Ihre unfreiwillige Besucherin betrachtend, achtete die Sultanin ihre Träumerei, bevor sie auf die großen Tabletts deutete.
»Du bist sicherlich müde und erschöpft«, sagte sie liebenswürdig. »Ruhe dich aus und iß!«
»Ich habe keinen Hunger«, entgegnete Cathérine mit der Andeutung eines Lächelns. »Dagegen hätte ich gern gewußt, wie ich hierherkomme? Was ist passiert? Kannst du mir sagen, die du mich so großmütig aufnimmst?«
»Warum sollte ich mich dir gegenüber nicht liebenswürdig erweisen? Weil mein Herr seine zweite Gattin aus dir machen wollte? Unser Gesetz gibt ihm das Recht auf so viele Gattinnen, wie er wünscht, und … wenn du an meine persönlichen Gefühle denkst, schon seit langem flößt er mir nur noch Gleichgültigkeit ein.«
»Trotzdem sagt man, ihr seid noch sehr miteinander verbunden.«
»Nur äußerlich. Vielleicht hängt er in Wirklichkeit an mir, aber seine unglaubliche Schwäche für Zobeida, die Leichtigkeit, mit der er ihre schlimmsten Zügellosigkeiten duldete, ihre Verbrechen, selbst die Mordversuche, die sie gegen mich unternommen hat, dies hat langsam die Liebe in meinem Herzen getötet. Du bist mir willkommen, Licht des Morgens, und dies um so mehr, da ich weiß, was du gelitten hast. Es ist edel und schön, daß eine Frau soviel Leid für den Mann, den sie liebt, auf sich nimmt. Dein Lebensweg hat mich beeindruckt. Daher habe ich zugestimmt, Abu al-Khayr bei seinem Plan zu helfen.«
»Entschuldige, wenn ich meine Frage wiederhole, aber was hat sich eigentlich zugetragen?«
Ein belustigtes Lächeln entblößte die kleinen weißen Zähne Aminas. Sie hatte einen neben ihr liegenden Fächer aus feinen bemalten und vergoldeten Palmblättern ergriffen und bewegte ihn sanft mit ihren schmalen, hennagefärbten Fingern hin und her.
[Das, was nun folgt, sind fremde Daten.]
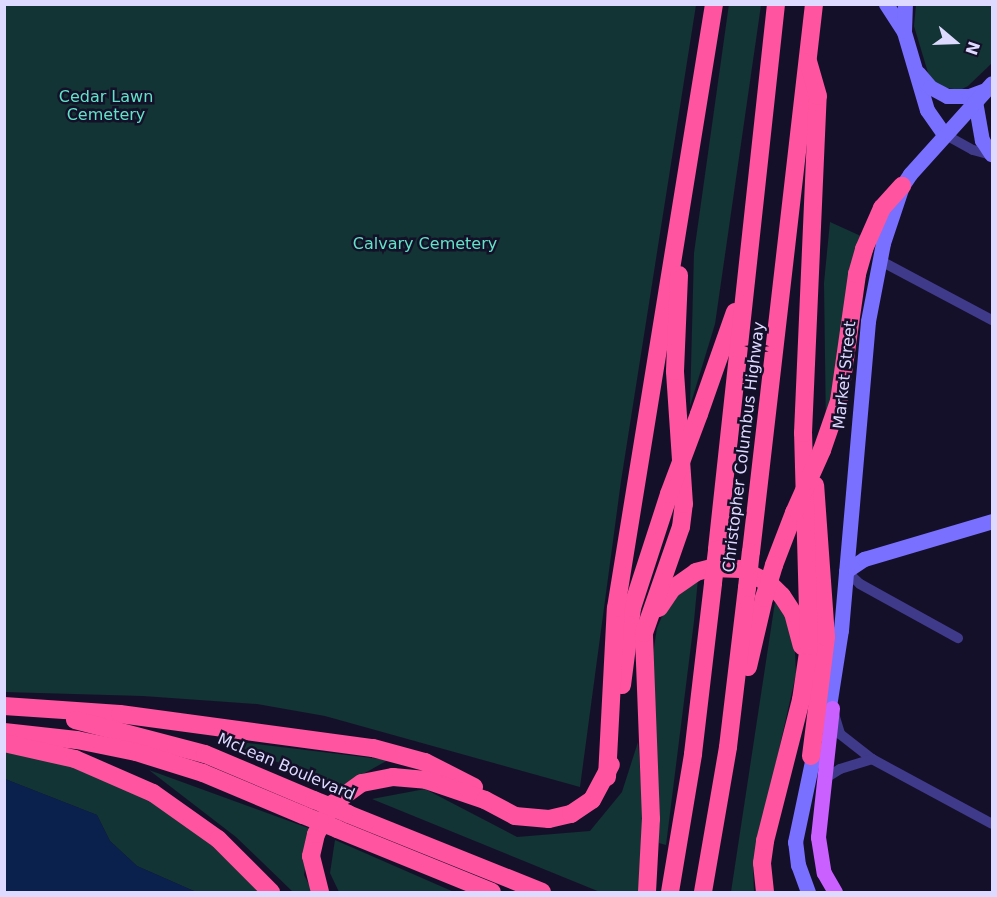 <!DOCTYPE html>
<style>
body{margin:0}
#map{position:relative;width:997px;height:897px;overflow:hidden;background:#15102a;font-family:"DejaVu Sans",sans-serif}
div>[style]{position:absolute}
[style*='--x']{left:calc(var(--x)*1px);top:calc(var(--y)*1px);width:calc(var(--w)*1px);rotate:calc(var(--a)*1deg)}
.green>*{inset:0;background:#133434}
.water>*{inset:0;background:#0b214d}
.minor>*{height:10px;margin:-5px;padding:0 5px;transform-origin:5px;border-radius:5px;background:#403a8a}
.secondary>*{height:15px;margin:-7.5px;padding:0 7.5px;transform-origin:7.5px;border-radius:7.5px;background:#7970ff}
.primary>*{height:15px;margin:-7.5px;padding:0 7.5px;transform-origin:7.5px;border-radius:7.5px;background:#c960ff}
.motorway>*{height:18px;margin:-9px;padding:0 9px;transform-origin:9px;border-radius:9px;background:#ff549f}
.motorway-bridge>*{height:18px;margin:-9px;padding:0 9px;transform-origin:9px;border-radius:9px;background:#ff549f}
span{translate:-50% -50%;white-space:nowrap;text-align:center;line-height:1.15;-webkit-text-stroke:5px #15102a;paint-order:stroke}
.park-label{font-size:16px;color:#60e3c7}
.street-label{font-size:16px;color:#ded9ff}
.frame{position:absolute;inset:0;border:6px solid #ded9ff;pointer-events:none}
.north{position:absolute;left:925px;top:12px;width:60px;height:60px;-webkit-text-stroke:4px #15102a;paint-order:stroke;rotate:109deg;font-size:16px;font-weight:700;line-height:24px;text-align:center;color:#ded9ff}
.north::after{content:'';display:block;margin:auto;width:21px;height:27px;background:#ded9ff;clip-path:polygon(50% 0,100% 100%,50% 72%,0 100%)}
</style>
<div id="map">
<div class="green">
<div style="clip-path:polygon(729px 4px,761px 5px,715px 324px,690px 406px,694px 253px)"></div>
<div style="clip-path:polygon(4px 5px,696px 5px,621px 481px,580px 787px,325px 716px,257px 704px,143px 696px,5px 692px)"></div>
<div style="clip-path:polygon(916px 5px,992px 5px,992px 63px,968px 86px,960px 90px,941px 87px,929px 76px,914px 26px)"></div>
<div style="clip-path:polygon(830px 222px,863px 237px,842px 322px,826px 429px,824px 283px)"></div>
<div style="clip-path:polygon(698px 578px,694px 621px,666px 845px,659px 843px,653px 654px,657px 628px,666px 607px)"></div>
<div style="clip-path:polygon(775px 602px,794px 631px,796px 674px,753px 865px,754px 892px,731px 892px)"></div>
<div style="clip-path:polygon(222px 740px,388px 760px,340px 787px)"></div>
<div style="clip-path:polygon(638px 742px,645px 837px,640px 892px,600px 892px,372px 799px,425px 789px,517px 837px,590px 831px,622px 792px)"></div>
<div style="clip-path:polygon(5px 751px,105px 774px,177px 813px,261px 892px,196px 892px,137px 866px,110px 841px,97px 815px,5px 779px)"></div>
<div style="clip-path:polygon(149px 770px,311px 829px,304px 875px,313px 892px,293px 892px,236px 837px)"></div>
<div style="clip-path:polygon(335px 840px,454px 892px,339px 892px,330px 873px)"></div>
</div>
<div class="water">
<div style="clip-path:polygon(5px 779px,97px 815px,110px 841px,137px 866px,196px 892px,5px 892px)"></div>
</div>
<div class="minor">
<div style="--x:944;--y:134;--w:33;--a:29"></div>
<div style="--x:973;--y:150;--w:20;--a:15"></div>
<div style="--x:879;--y:260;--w:128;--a:28"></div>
<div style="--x:846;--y:571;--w:19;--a:43"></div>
<div style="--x:860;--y:584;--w:112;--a:28.9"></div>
<div style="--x:834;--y:714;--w:21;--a:73"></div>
<div style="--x:840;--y:734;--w:41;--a:38"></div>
<div style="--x:872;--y:759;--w:136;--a:28.4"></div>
<div style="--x:824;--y:779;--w:19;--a:-32"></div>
<div style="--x:840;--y:769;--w:34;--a:-17"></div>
</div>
<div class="secondary">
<div style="--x:886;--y:4;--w:33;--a:57"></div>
<div style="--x:904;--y:32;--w:81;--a:73.6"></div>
<div style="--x:927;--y:110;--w:29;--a:55"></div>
<div style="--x:904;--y:31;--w:27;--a:-88"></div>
<div style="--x:918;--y:73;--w:18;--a:49"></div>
<div style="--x:930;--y:87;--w:19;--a:28"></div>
<div style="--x:947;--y:96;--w:22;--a:0"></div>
<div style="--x:969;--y:96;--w:15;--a:-20"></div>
<div style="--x:975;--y:101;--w:40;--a:80"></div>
<div style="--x:982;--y:140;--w:17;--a:57"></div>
<div style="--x:846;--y:571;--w:22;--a:-34"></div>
<div style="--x:864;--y:559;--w:134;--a:-16.5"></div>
<div style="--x:827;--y:719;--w:90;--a:-81.1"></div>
<div style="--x:841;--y:630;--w:310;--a:-85"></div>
<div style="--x:868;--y:321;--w:79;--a:-79.1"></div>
<div style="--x:883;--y:243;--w:60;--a:-71.6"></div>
<div style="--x:902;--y:186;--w:14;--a:-56"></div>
<div style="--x:910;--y:174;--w:122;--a:-48"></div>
<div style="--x:808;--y:892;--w:29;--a:-110"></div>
<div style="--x:798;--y:865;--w:23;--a:-97"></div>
<div style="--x:795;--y:842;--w:97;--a:-78.1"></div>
</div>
<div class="primary">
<div style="--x:832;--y:708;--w:130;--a:96.2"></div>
<div style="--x:818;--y:837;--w:36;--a:81"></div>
<div style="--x:824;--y:873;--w:22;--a:60"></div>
</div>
<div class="motorway">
<div style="--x:699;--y:414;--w:108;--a:-70.6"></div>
<div style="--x:822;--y:450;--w:52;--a:-70.9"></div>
<div style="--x:839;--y:401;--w:128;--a:-81.9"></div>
<div style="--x:857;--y:274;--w:26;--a:-74"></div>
<div style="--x:864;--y:249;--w:45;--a:-66.3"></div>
<div style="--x:882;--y:208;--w:30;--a:-48"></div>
<div style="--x:717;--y:549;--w:548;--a:-83.82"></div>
<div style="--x:751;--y:552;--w:552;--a:-83.44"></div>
<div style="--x:774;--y:565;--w:56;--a:-69"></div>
<div style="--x:659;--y:608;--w:23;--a:-56"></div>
<div style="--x:672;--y:589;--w:29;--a:-35"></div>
<div style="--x:696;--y:572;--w:16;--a:-15"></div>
<div style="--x:711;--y:568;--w:30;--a:2"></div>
<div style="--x:741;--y:569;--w:31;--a:27"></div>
<div style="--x:769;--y:583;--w:18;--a:45"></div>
<div style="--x:782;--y:596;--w:20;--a:57"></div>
<div style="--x:793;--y:613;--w:34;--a:75"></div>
<div style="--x:748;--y:667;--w:71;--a:-76.9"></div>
<div style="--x:622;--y:685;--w:78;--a:-82.6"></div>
<div style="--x:632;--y:608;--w:120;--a:-72"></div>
<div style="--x:4;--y:706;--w:116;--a:3.9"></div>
<div style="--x:120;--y:714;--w:255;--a:7.7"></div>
<div style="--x:373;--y:748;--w:54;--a:15.1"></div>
<div style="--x:425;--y:762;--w:55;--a:27"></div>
<div style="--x:75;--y:720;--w:134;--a:14.7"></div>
<div style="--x:205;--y:754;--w:118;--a:22.9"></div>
<div style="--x:4;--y:732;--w:73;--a:6.3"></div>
<div style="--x:77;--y:740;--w:60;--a:11.5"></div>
<div style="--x:136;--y:752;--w:70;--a:17.4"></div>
<div style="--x:203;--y:773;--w:108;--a:22.8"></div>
<div style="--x:4;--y:743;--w:73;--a:12.7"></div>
<div style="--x:75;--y:759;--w:85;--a:23.6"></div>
<div style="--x:153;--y:793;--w:80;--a:35.3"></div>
<div style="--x:218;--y:839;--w:75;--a:45"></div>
<div style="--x:811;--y:756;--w:120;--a:-82.8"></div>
<div style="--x:826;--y:637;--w:152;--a:-94.1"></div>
<div style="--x:607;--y:777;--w:169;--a:-87"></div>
<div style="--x:616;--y:608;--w:612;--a:-80.78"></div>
<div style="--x:348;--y:814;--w:209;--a:21.9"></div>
<div style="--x:337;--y:829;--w:167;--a:22.1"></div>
<div style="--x:320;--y:892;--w:37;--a:-104"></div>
<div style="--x:311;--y:856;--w:23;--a:-77"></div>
<div style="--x:316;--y:834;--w:36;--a:-60"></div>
<div style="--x:334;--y:803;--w:34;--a:-36"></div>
<div style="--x:362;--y:783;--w:32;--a:-11"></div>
<div style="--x:393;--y:777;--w:33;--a:5"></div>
<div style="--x:426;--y:780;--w:62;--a:18.7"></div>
<div style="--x:485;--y:800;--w:34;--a:28"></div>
<div style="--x:515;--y:816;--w:34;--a:5"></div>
<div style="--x:549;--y:819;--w:23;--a:-13"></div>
<div style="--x:571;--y:814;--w:25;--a:-34"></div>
<div style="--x:592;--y:800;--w:40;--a:-62"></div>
<div style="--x:647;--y:892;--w:73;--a:-86.9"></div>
<div style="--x:651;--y:819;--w:186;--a:-92.2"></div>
<div style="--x:644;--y:633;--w:112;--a:-70.8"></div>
<div style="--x:681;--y:527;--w:23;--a:-83"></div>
<div style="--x:684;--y:504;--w:133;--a:-93.9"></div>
<div style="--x:675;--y:371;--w:96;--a:-87.6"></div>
<div style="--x:670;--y:892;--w:140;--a:-80.5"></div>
<div style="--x:693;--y:754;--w:172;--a:-83.3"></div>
<div style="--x:703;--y:892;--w:147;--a:-80.2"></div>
<div style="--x:728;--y:747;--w:160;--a:-83.2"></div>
<div style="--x:765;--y:892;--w:29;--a:-96"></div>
<div style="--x:762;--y:863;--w:22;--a:-82"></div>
<div style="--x:765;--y:841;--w:146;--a:-75.7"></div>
<div style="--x:801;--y:700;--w:55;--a:-81.6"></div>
<div style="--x:809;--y:646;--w:213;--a:-91.6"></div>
<div style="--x:803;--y:433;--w:337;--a:-87.5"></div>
<div style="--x:818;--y:96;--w:35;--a:-106"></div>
</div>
<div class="motorway-bridge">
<div style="--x:669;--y:494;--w:85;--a:-69.4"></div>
<div style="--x:794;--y:513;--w:69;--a:-66"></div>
<div style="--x:713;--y:583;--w:34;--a:-83"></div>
<div style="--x:747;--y:588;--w:36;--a:-84"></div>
<div style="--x:764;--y:598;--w:34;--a:-73"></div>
<div style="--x:314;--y:800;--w:37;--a:22"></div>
<div style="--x:303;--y:815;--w:37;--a:22"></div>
</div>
<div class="park-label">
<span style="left:106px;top:106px">Cedar Lawn<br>Cemetery</span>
<span style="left:425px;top:244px">Calvary Cemetery</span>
</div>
<div class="street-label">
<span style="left:845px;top:375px;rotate:-84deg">Market Street</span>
<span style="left:744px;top:447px;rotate:-83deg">Christopher Columbus Highway</span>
<span style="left:286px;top:767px;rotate:23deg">McLean Boulevard</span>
</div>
<div class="frame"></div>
<div class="north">N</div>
</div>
»In diesem Augenblick ist der Seigneur Mansour ben Zegris im Begriff, Mohammed den Thron von Granada zu entreißen.«
»Aber … warum?«
»Um mich zu rächen. Er glaubt, ich liege im Sterben. Nein, schau mich nicht so entsetzt an«, fuhr Amina mit einem kurzen Lachen fort, »ich fühle mich wohl, aber Abu, der Arzt, hat das Gerücht in Umlauf gesetzt, der Großwesir, wahnsinnig vor Schmerz über den Tod Zobeidas, habe mich vergiften lassen, damit ich meine Feindin ins Reich der Toten begleite und nicht Muße habe, mich am Tod der Prinzessin zu weiden.«
»Und Mansour ben Zegris hat das geglaubt?«
»Heute morgen ist er wie ein Verrückter hier hereingestürzt. Er traf meine Frauen an, wie sie ihre Schleier zerrissen, meine Dienerinnen stießen Klageschreie aus, und ich lag auf meinem Bett, blaß wie der Tod.« Sie unterbrach sich, um Cathérine zuzulächeln. Und da sie die Frage voraussah, die kommen würde: »Abu al-Khayr ist ein großer Arzt. Mansour hat mich übrigens nur von ferne gesehen und keinen Augenblick gezweifelt. Von diesem Augenblick an war der Angriff auf die Alhambra beschlossene Sache. Abu, der Mansour gut kennt, hat ihm eingeredet, die Stunde der Hinrichtung sei der günstigste Zeitpunkt für den Angriff, da der Kalif, sein Hof und ein Teil seiner Truppen außerhalb der Festung sein würden. So wurde alles beschlossen, und als die Trommeln der königlichen Moschee Alarm schlugen, hat Abu al-Khayr durch sein Gähnen das mit deinen Dienern verabredete Zeichen gegeben. Das übrige kennst du …«
Diesmal hatte Cathérine verstanden. Abu hatte einen Aufstand angezettelt, indem er Mansour aufwiegelte, um im Schutze der allgemeinen Unruhe die Flucht des Verurteilten bewerkstelligen zu können.
»Gott sei gelobt«, seufzte sie, »daß er meinem Gatten die Kraft gab, so viele Leiden auszustehen, ohne daran zu sterben!«
Die dünne Stimme des kleinen Arztes erhob sich hinter Cathérine und veranlaßte sie, sich umzudrehen.